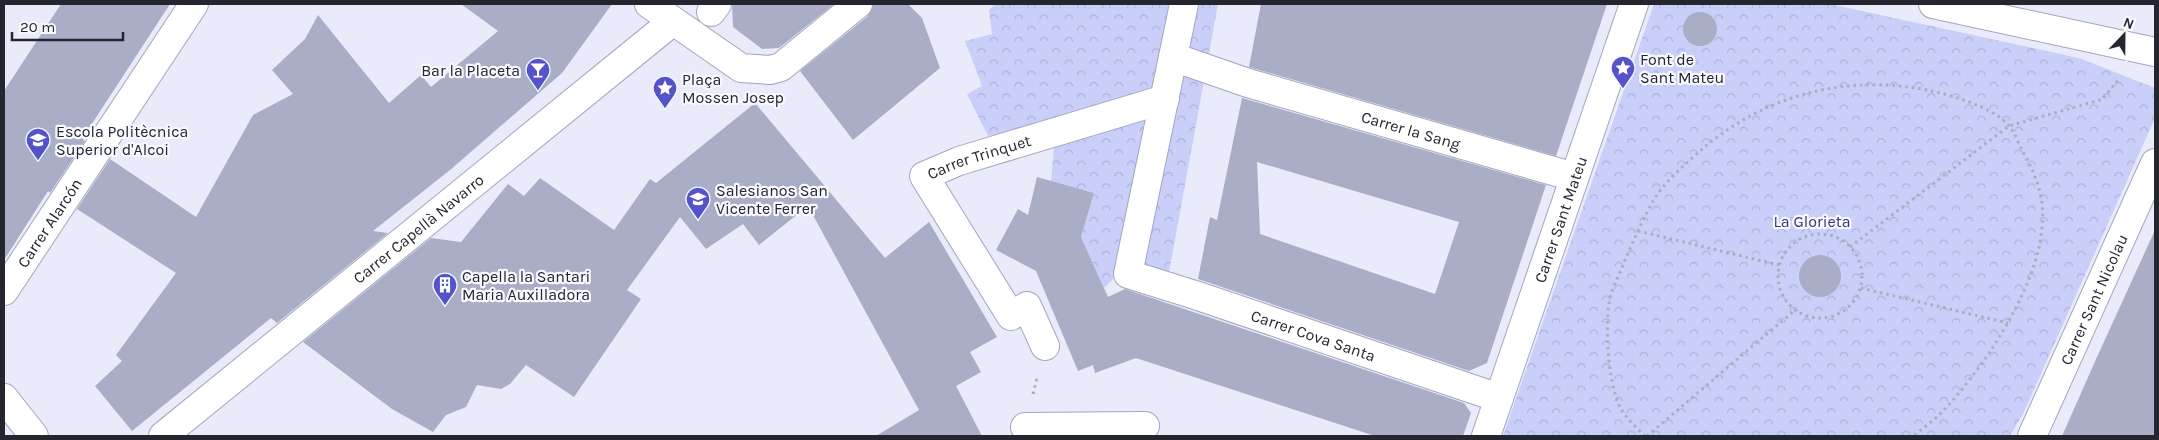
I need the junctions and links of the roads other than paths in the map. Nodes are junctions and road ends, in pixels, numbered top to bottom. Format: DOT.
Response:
graph roads {
  1 [pos="194,4"];
  2 [pos="649,4"];
  3 [pos="858,4"];
  4 [pos="1184,4"];
  5 [pos="1634,4"];
  6 [pos="1933,4"];
  7 [pos="672,22"];
  8 [pos="2146,50"];
  9 [pos="1173,57"];
  10 [pos="1165,99"];
  11 [pos="2155,163"];
  12 [pos="1574,177"];
  13 [pos="4,291"];
  14 [pos="1045,346"];
  15 [pos="4,398"];
  16 [pos="1499,398"];
  17 [pos="1145,426"];
  18 [pos="1025,427"];
  19 [pos="34,436"];
  20 [pos="163,436"];
  21 [pos="1486,436"];
  22 [pos="2032,436"];
  1 -- 13 [label="street, Carrer Alarcón"];
  2 -- 7 [label="street"];
  3 -- 7 [label="street"];
  4 -- 9 [label="street"];
  5 -- 12 [label="street, Carrer Sant Mateu"];
  6 -- 8 [label="street"];
  7 -- 20 [label="street, Carrer Capellà Navarro"];
  9 -- 10 [label="street"];
  9 -- 12 [label="street, Carrer la Sang"];
  10 -- 14 [label="street, Carrer Trinquet"];
  10 -- 16 [label="street, Carrer Cova Santa"];
  11 -- 22 [label="street, Carrer Sant Nicolau"];
  12 -- 16 [label="street, Carrer Sant Mateu"];
  15 -- 19 [label="street"];
  16 -- 21 [label="street, Carrer Sant Mateu"];
  17 -- 18 [label="street"];
}
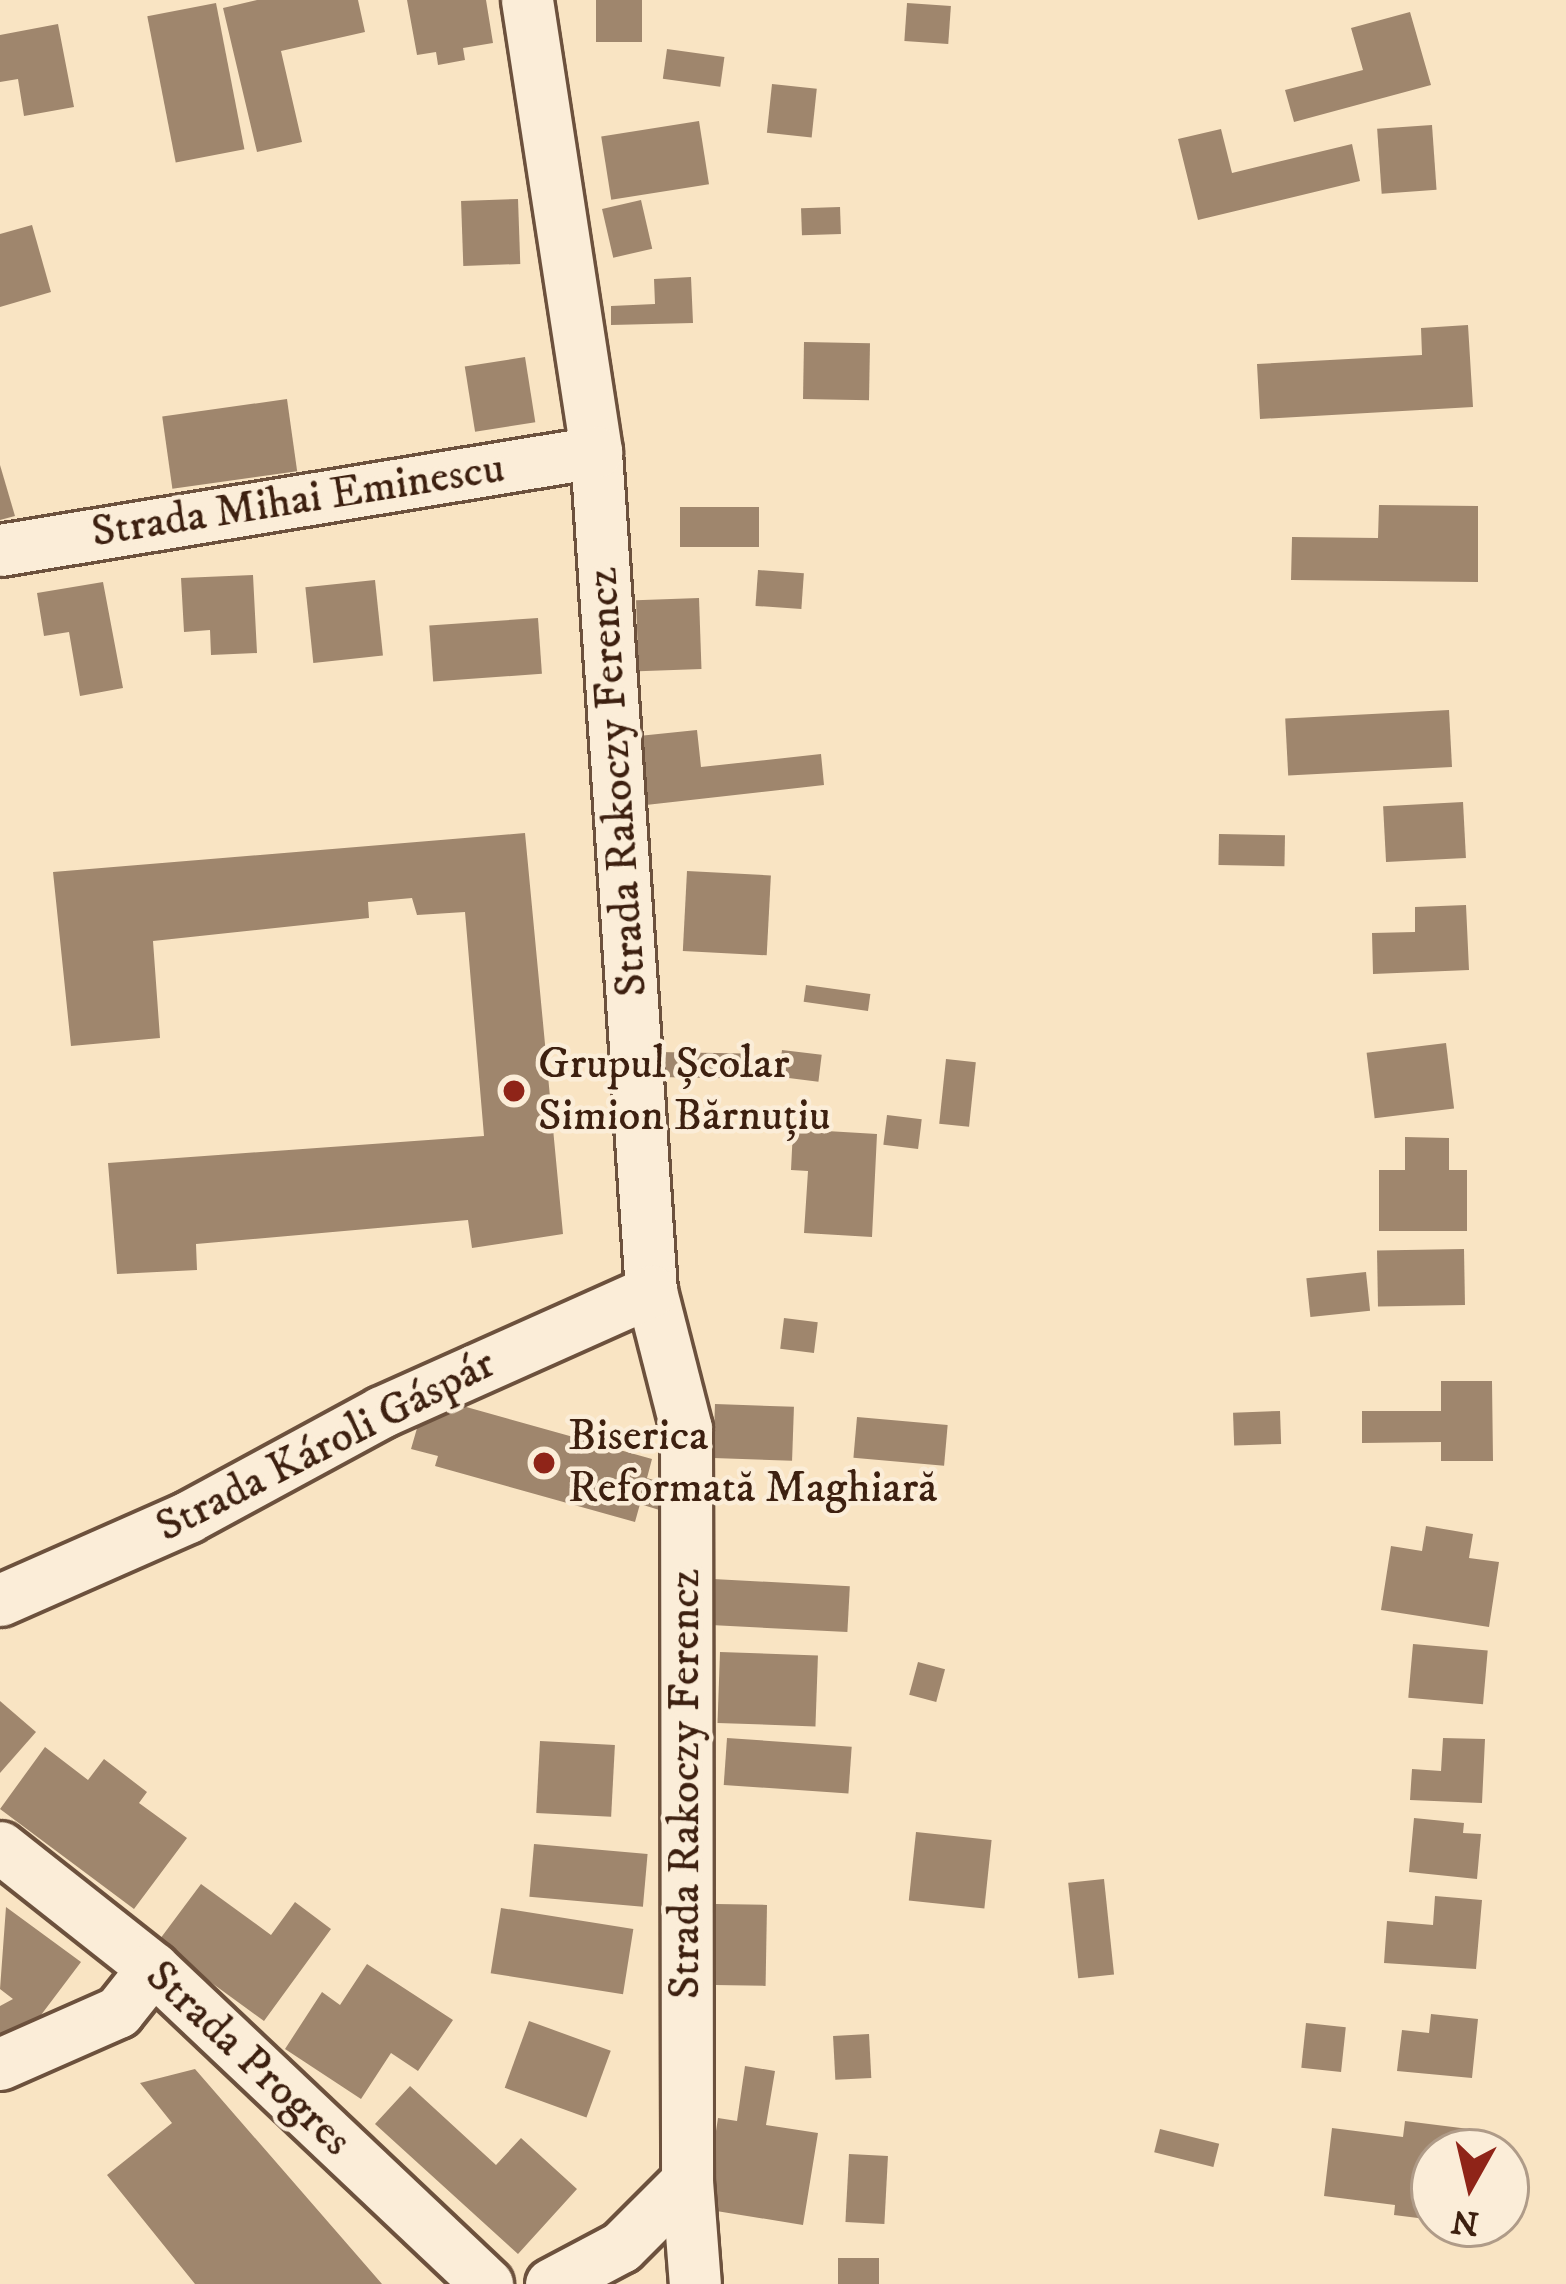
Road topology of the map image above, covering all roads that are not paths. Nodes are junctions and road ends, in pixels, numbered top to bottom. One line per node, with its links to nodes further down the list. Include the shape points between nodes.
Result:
1 (527, 0): 2 (street, Strada Rakoczy Ferencz)
2 (596, 452): 3 (street, Strada Mihai Eminescu); 4 (street, Strada Rakoczy Ferencz)
3 (0, 550)
4 (651, 1291): 5 (street, Strada Károli Gáspár, via 380,1412 188,1517); 9 (street, Strada Rakoczy Ferencz, via 686,1428)
5 (0, 1600)
6 (0, 1846): 7 (street, Strada Progres)
7 (153, 1968): 8 (street, via 118,2012); 10 (street, Strada Progres)
8 (0, 2064)
9 (687, 2181): 11 (street, via 621,2248); 12 (street, Strada Rakoczy Ferencz)
10 (487, 2284)
11 (551, 2284)
12 (694, 2284)

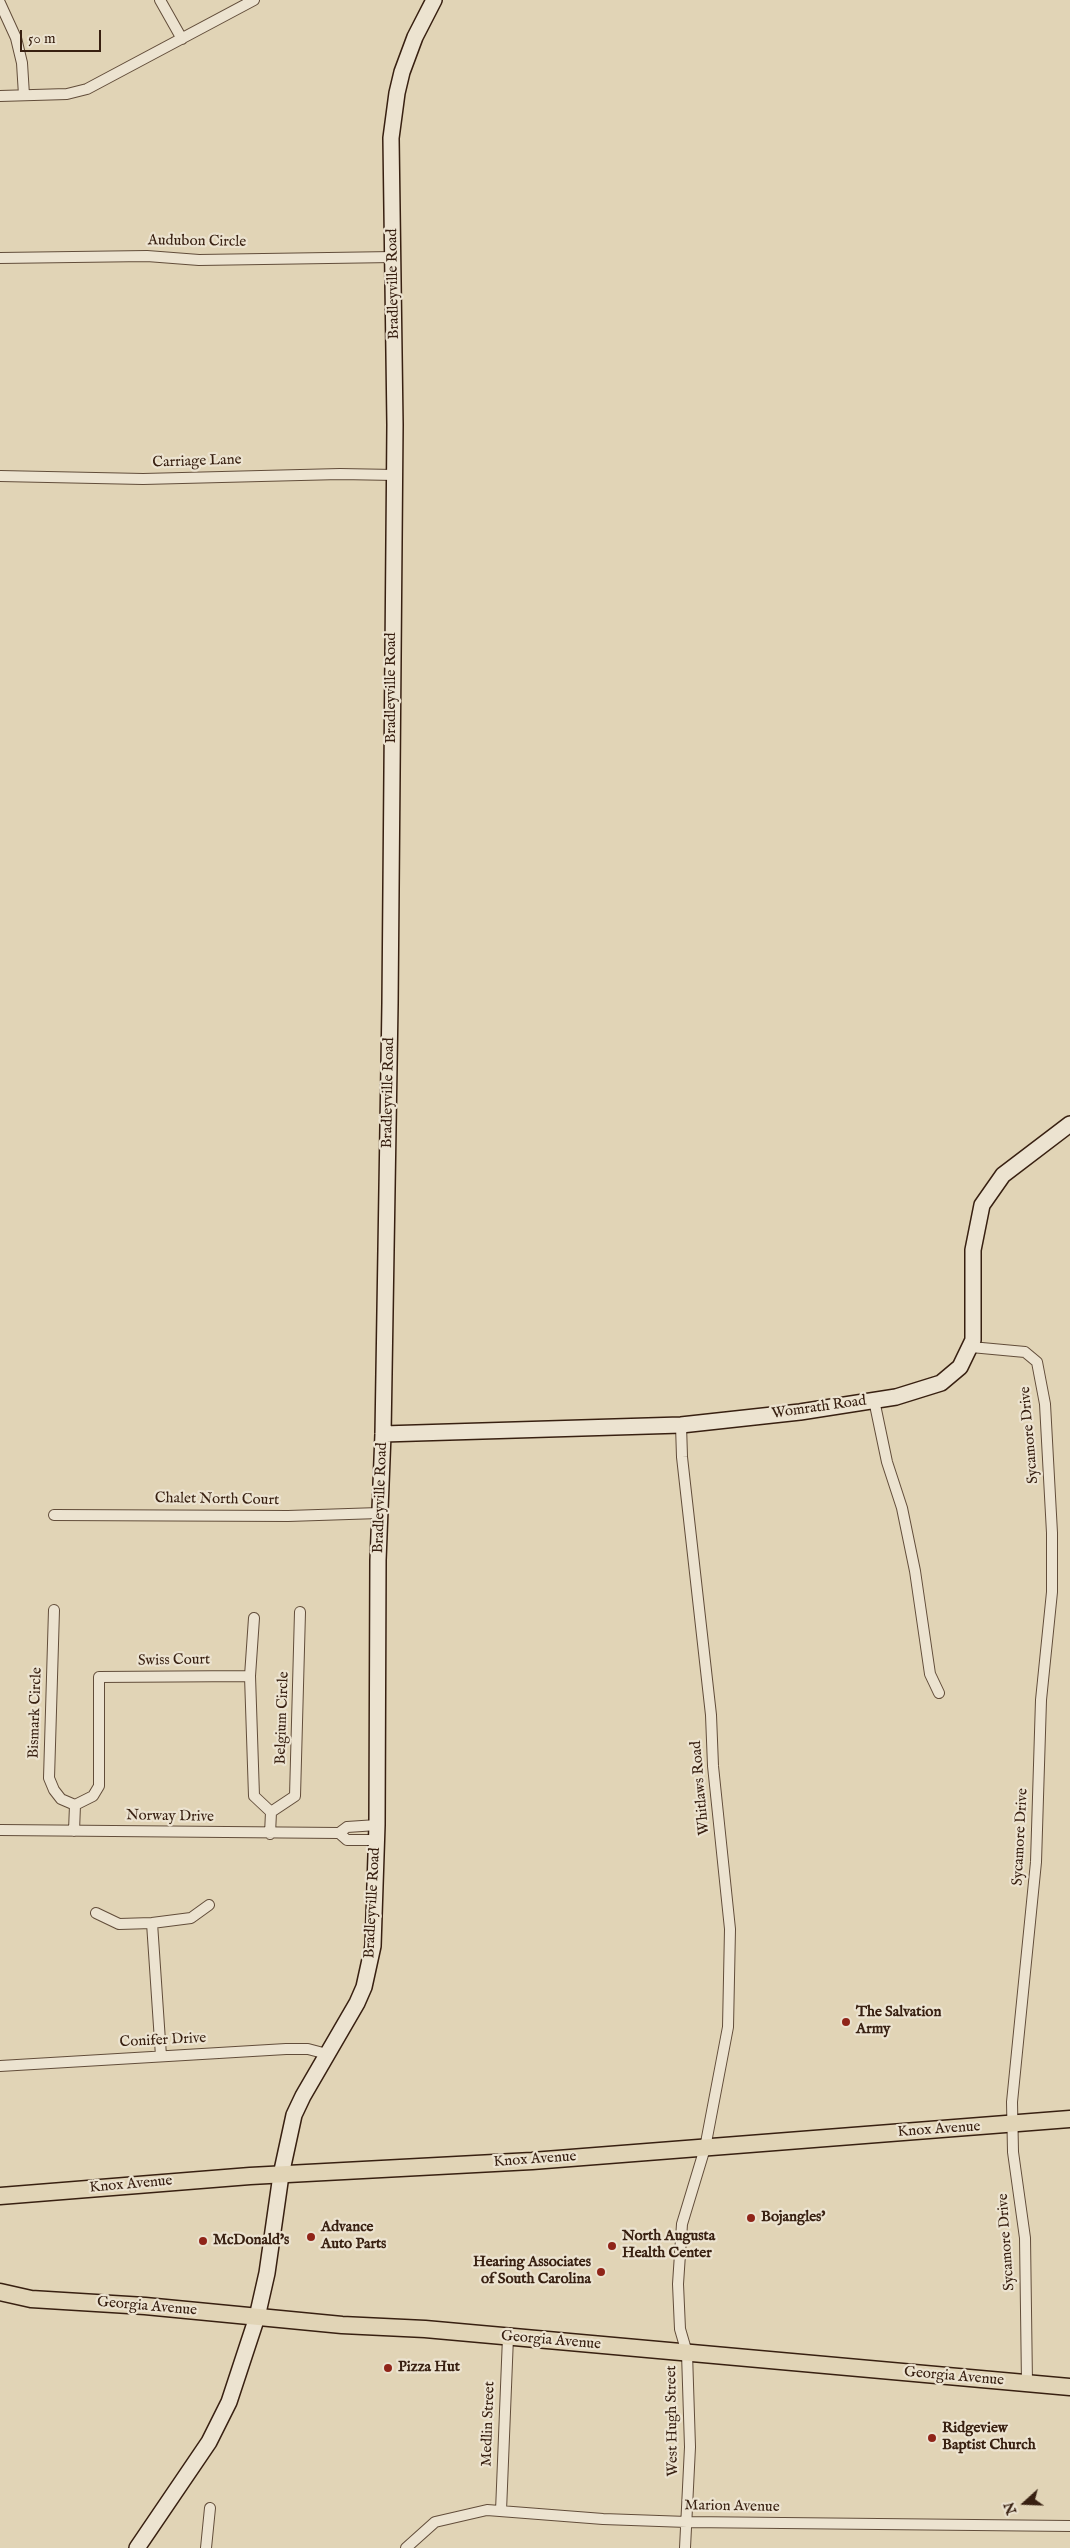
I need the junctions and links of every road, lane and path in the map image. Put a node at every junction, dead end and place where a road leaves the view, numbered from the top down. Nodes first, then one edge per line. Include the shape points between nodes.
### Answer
1 (160, 0) edge
2 (254, 0) edge
3 (434, 0) edge
4 (0, 3) edge
5 (182, 39) junction
6 (24, 95) junction
7 (0, 96) edge
8 (393, 257) junction
9 (0, 258) edge
10 (395, 475) junction
11 (0, 476) edge
12 (1070, 1124) edge
13 (971, 1347) junction
14 (874, 1400) junction
15 (681, 1425) junction
16 (383, 1434) junction
17 (379, 1513) junction
18 (54, 1515) dead end
19 (54, 1610) dead end
20 (300, 1612) dead end
21 (254, 1618) dead end
22 (250, 1676) junction
23 (940, 1694) dead end
24 (75, 1805) junction
25 (271, 1812) junction
26 (0, 1830) edge
27 (74, 1830) junction
28 (376, 1832) junction
29 (339, 1833) junction
30 (270, 1834) junction
31 (209, 1905) dead end
32 (96, 1913) dead end
33 (152, 1924) junction
34 (327, 2054) junction
35 (161, 2056) junction
36 (0, 2066) edge
37 (1070, 2119) edge
38 (1014, 2125) junction
39 (705, 2148) junction
40 (281, 2174) junction
41 (0, 2196) edge
42 (0, 2292) edge
43 (31, 2299) junction
44 (0, 2304) edge
45 (257, 2317) junction
46 (508, 2337) junction
47 (686, 2353) junction
48 (1027, 2384) junction
49 (1070, 2387) edge
50 (210, 2508) dead end
51 (500, 2511) junction
52 (687, 2522) junction
53 (1070, 2526) edge
54 (137, 2548) edge
55 (206, 2548) edge
56 (406, 2548) edge
57 (685, 2548) edge

1 - 5 street
2 - 5 street
3 - 8 street, Bradleyville Road via 412,44 396,93 391,138
4 - 6 street via 16,38
5 - 6 street via 87,89 67,94
6 - 7 street
8 - 9 street, Audubon Circle via 199,260 147,256
8 - 10 street, Bradleyville Road
10 - 11 street, Carriage Lane via 143,479
10 - 16 street, Bradleyville Road
12 - 13 street, Womrath Road via 1003,1176 982,1205 973,1250 975,1330
13 - 14 street, Womrath Road via 960,1367 941,1383 905,1395
13 - 38 street, Sycamore Drive via 1025,1352 1034,1358 1045,1404 1048,1454 1052,1592 1041,1700 1036,1862 1012,2102
14 - 15 street, Womrath Road
14 - 23 street via 887,1462 902,1508 930,1674
15 - 16 street, Womrath Road
15 - 39 street, Whitlaws Road via 730,1929 728,2027
16 - 17 street, Bradleyville Road
17 - 18 street, Chalet North Court
17 - 28 street, Bradleyville Road
19 - 24 street, Bismark Circle via 49,1778 61,1799
20 - 25 street, Belgium Circle via 295,1796
21 - 22 street, Belgium Circle
22 - 24 street, Swiss Court via 99,1677 99,1786 93,1796
22 - 25 street, Belgium Circle via 254,1796
24 - 27 street
25 - 30 street
26 - 27 street, Norway Drive
27 - 30 street, Norway Drive
28 - 29 street, Norway Drive via 347,1827
28 - 29 street, Norway Drive via 347,1840
28 - 34 street, Bradleyville Road via 373,1946 368,1972 357,2003
29 - 30 street, Norway Drive
31 - 33 street via 191,1918
32 - 33 street via 119,1924
33 - 35 street
34 - 35 street, Conifer Drive via 308,2049
34 - 40 street, Bradleyville Road via 294,2115
35 - 36 street, Conifer Drive
37 - 38 main road, Knox Avenue
38 - 39 main road, Knox Avenue
38 - 48 street, Sycamore Drive via 1013,2152 1025,2238
39 - 40 main road, Knox Avenue
39 - 47 street, Whitlaws Road via 682,2224 678,2284 680,2329
40 - 41 main road, Knox Avenue
40 - 45 street, Bradleyville Road via 267,2274
42 - 43 main road, Georgia Avenue
43 - 44 main road, Georgia Avenue
43 - 45 main road, Georgia Avenue
45 - 46 main road, Georgia Avenue
45 - 54 street, Bradleyville Road via 229,2402 209,2442
46 - 47 main road, Georgia Avenue
46 - 51 street, Medlin Street
47 - 48 main road, Georgia Avenue
47 - 52 street, West Hugh Street via 690,2447
48 - 49 main road, Georgia Avenue
50 - 55 street
51 - 52 street, Marion Avenue
51 - 56 street, Marion Avenue via 487,2510 435,2522
52 - 53 street, Marion Avenue
52 - 57 street, West Hugh Street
_ _ _ _ _
### TASK GOAL
Looking at the data above, count every line holding the word "Knox" and state only the count.

### EXERCISE RESULT
4